In der Nürnberger Fußgängerzone war man über die Causa ebenfalls geteilter Meinung. „Dieses ganze Diskriminierungstheater geht mir grundsätzlich auf den Nerv“, sagte Karl Müller dem regionalen Radiosender. Das Wort „Mohr“ habe bei Apotheken nichts mit einer Verunglimpfung von Farbigen zu tun. Bettina Rödel hält allerdings dagegen: „Ich finde, es liegt im Auge des Betrachters, was rassistisch und wer davon betroffen ist“, wird sie zitiert. „Ich kann mich als Weißer nicht hinstellen und sagen, es sei nicht rassistisch, nur weil ich davon nicht betroffen bin.“
Menschen mit dunkler Hautfarbe hätten über Jahrhunderte hinweg Vieles ertragen müssen, so Rödel. Dass sie nun einfordern, dass man sie respektiert, findet die 38-Jährige in Ordnung. Auch Gerald Schwab hält den Namen in der aktuellen Lage für unpassend. Der Höhepunkt der Flüchtlings-Debatte liege zwar schon etwas zurück, trotzdem sei Rassismus noch immer ein großes Thema, das man nicht ignorieren sollte.

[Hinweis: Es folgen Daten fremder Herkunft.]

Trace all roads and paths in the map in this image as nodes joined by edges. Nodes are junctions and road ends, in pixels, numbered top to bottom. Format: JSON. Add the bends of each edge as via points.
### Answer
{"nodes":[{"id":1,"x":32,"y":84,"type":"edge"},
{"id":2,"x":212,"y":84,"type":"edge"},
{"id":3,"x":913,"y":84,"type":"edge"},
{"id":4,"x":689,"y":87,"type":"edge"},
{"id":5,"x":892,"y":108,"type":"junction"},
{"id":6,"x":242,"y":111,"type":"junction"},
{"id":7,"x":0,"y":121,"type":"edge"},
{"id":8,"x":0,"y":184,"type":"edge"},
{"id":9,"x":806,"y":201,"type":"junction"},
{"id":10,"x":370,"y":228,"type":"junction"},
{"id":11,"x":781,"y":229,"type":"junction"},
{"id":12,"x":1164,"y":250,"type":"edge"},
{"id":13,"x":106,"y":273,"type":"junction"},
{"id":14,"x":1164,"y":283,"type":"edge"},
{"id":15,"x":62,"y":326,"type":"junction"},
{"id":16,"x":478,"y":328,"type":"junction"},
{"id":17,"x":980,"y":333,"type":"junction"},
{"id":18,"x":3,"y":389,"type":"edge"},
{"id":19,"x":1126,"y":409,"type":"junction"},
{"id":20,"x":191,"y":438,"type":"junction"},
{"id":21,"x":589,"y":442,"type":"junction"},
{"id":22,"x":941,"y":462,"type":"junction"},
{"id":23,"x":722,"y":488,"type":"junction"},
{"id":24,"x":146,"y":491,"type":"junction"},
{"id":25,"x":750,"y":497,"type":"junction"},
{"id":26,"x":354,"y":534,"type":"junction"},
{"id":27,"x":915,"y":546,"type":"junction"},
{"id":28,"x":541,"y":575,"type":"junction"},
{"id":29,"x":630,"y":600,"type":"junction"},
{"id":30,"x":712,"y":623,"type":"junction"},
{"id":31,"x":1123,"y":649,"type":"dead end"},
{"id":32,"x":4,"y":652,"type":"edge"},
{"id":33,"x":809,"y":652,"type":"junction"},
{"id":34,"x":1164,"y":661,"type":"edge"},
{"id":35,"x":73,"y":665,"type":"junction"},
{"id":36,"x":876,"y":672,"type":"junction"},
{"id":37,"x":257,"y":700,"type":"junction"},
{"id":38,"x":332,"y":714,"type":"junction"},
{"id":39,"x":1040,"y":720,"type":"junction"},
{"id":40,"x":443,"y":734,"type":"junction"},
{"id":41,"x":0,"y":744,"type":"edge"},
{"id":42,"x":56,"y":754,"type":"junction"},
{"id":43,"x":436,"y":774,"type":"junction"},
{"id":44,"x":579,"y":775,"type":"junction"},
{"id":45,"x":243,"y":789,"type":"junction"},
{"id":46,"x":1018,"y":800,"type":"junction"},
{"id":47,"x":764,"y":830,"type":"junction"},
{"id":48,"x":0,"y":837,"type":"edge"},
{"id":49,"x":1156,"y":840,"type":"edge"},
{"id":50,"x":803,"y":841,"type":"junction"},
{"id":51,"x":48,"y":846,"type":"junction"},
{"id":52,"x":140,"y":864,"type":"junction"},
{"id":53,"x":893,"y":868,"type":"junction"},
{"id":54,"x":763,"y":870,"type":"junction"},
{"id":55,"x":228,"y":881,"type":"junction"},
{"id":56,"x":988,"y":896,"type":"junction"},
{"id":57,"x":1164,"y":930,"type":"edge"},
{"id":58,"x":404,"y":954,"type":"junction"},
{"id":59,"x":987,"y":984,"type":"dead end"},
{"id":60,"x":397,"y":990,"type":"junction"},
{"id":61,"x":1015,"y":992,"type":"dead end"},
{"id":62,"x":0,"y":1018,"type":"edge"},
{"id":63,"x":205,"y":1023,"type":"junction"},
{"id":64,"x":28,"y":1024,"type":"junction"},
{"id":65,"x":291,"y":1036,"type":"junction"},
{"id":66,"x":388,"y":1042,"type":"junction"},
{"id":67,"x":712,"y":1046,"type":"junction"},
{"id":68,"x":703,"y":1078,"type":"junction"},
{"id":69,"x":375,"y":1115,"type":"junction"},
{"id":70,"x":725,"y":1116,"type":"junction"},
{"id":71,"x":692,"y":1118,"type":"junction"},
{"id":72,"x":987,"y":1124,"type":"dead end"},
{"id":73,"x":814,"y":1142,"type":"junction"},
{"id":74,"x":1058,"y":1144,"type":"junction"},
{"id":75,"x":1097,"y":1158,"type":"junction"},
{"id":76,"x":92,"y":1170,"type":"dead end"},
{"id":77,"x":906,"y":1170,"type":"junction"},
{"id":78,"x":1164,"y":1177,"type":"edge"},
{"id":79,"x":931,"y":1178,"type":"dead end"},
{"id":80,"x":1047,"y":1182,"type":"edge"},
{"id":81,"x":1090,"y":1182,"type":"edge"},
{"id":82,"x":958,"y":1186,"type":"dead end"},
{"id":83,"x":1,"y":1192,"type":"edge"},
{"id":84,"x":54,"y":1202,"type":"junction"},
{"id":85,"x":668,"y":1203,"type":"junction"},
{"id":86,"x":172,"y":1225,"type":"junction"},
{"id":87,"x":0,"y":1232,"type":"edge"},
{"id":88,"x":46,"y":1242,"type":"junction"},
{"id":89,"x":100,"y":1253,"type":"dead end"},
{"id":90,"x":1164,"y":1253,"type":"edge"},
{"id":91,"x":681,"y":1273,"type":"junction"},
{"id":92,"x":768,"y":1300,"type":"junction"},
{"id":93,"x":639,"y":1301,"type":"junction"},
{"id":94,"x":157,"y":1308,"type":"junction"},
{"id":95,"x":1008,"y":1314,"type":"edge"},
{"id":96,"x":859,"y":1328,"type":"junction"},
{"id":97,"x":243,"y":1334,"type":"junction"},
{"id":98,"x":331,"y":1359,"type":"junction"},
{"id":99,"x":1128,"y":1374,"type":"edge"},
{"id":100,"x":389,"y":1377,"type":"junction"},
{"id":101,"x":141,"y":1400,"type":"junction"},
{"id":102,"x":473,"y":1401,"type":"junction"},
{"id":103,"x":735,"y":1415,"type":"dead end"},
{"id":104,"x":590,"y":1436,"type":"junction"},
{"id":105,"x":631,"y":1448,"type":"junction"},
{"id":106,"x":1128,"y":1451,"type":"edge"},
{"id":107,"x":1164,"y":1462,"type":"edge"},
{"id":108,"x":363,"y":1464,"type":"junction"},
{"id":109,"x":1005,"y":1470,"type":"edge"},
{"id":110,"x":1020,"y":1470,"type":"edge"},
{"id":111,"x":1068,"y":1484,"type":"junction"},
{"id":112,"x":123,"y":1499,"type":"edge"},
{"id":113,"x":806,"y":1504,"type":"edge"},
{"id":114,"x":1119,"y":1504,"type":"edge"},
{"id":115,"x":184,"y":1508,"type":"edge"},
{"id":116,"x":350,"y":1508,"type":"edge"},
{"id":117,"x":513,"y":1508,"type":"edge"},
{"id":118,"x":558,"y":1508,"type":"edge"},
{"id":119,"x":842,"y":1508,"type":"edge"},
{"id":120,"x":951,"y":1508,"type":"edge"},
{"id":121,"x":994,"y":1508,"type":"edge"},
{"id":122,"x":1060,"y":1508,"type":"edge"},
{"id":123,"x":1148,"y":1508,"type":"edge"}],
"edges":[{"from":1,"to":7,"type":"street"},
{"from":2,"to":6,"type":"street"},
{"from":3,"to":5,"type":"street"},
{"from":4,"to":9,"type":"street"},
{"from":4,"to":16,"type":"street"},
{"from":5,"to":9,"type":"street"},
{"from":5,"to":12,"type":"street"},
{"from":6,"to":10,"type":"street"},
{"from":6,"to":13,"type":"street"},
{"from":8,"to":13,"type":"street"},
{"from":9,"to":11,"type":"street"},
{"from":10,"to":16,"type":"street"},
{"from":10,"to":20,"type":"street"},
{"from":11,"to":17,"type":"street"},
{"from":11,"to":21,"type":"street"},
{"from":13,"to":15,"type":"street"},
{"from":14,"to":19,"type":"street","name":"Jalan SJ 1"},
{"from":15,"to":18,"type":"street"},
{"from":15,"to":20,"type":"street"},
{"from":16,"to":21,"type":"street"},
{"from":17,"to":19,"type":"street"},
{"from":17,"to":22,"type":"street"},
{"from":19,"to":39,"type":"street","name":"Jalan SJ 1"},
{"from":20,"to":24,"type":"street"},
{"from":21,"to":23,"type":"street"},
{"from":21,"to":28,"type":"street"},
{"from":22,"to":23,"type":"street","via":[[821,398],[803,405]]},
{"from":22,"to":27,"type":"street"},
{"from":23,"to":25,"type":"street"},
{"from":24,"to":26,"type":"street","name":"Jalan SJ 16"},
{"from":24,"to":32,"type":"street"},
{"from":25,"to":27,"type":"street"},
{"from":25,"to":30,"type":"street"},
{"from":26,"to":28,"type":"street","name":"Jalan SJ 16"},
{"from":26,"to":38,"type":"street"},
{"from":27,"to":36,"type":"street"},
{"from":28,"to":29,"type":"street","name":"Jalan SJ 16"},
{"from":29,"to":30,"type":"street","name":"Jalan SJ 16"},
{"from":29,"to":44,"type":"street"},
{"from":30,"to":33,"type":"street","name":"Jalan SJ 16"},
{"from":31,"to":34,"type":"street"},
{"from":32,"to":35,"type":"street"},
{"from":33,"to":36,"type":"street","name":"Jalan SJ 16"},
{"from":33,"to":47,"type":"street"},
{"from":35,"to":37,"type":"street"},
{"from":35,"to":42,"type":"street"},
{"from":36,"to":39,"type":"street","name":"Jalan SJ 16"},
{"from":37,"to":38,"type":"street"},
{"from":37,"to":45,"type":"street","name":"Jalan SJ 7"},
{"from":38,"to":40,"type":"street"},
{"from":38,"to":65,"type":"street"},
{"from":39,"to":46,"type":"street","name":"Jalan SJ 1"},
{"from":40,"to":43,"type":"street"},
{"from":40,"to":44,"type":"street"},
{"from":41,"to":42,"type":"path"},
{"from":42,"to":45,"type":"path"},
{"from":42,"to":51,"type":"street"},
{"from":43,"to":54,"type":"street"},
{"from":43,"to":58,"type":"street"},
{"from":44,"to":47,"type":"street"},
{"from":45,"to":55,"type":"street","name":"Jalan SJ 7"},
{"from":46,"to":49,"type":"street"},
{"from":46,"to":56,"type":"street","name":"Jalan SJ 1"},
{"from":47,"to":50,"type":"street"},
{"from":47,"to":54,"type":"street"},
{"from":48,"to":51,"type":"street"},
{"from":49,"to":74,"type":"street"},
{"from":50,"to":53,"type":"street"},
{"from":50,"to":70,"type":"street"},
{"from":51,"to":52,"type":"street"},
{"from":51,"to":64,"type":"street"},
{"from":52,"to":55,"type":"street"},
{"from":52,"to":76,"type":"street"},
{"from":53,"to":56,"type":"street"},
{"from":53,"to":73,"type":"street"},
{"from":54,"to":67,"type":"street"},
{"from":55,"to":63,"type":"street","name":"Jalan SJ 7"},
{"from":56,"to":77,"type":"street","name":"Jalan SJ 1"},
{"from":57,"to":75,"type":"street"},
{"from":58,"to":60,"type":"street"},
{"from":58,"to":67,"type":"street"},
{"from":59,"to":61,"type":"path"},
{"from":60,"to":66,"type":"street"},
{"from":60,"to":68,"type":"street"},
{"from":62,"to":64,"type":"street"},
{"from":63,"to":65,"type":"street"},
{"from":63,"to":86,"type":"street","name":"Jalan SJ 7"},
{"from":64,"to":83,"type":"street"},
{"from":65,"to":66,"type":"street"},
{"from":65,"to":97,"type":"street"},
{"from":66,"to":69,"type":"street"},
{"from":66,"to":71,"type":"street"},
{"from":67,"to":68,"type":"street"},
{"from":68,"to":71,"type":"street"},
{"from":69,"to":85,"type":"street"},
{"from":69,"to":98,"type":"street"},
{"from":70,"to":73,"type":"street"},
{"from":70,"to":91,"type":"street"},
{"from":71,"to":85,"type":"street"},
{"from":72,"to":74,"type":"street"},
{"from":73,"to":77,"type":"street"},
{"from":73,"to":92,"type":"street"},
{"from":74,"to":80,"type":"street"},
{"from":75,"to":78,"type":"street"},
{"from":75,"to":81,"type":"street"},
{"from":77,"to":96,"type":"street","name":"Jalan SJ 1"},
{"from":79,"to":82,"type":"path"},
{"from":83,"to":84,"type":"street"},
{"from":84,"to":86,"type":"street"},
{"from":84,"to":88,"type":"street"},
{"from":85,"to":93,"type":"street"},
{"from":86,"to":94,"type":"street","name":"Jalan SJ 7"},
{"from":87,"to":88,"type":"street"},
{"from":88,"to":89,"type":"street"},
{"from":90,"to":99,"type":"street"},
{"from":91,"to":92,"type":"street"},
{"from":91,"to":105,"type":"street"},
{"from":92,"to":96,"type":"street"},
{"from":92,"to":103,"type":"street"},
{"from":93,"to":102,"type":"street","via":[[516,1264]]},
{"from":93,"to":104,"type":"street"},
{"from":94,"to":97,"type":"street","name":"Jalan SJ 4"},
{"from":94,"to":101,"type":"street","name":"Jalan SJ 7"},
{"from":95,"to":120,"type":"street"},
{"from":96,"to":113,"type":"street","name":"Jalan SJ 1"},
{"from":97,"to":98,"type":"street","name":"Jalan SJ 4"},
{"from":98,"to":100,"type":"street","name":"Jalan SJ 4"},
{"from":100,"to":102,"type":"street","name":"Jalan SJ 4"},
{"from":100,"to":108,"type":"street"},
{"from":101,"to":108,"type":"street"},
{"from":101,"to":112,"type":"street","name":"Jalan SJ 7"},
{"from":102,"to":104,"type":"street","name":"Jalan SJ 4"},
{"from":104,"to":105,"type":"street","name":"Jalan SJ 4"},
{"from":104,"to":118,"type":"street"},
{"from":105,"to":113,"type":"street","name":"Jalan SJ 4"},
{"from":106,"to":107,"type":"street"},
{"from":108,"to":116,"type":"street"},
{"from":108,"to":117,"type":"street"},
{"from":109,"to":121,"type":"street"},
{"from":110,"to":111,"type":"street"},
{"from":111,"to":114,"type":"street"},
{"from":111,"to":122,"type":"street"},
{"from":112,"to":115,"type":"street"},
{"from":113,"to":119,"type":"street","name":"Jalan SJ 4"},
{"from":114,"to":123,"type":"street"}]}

Auch in Erlangen gibt es am Lorlebergplatz eine Mohren-Apotheke. Sie heißt so seit 1696. Für Apothekerin Theresa Bantele ist wie für ihren Kollegen Bouhon die Auseinandersetzung um den „Mohren“ nichts Neues. „Diese Diskussion um den Namen gibt es alle paar Jahre immer wieder“, sagt sie. Deshalb hat sie das Logo der Apotheke geändert. Es zeigt jetzt einen stilisierten Turban. Ohne den eigentlich dazu gehörenden „Mohrenkopf“. Nicht ändern will die Apothekerin dagegen die traditionelle Mohrenfigur in der Fassade des Apothekengebäudes.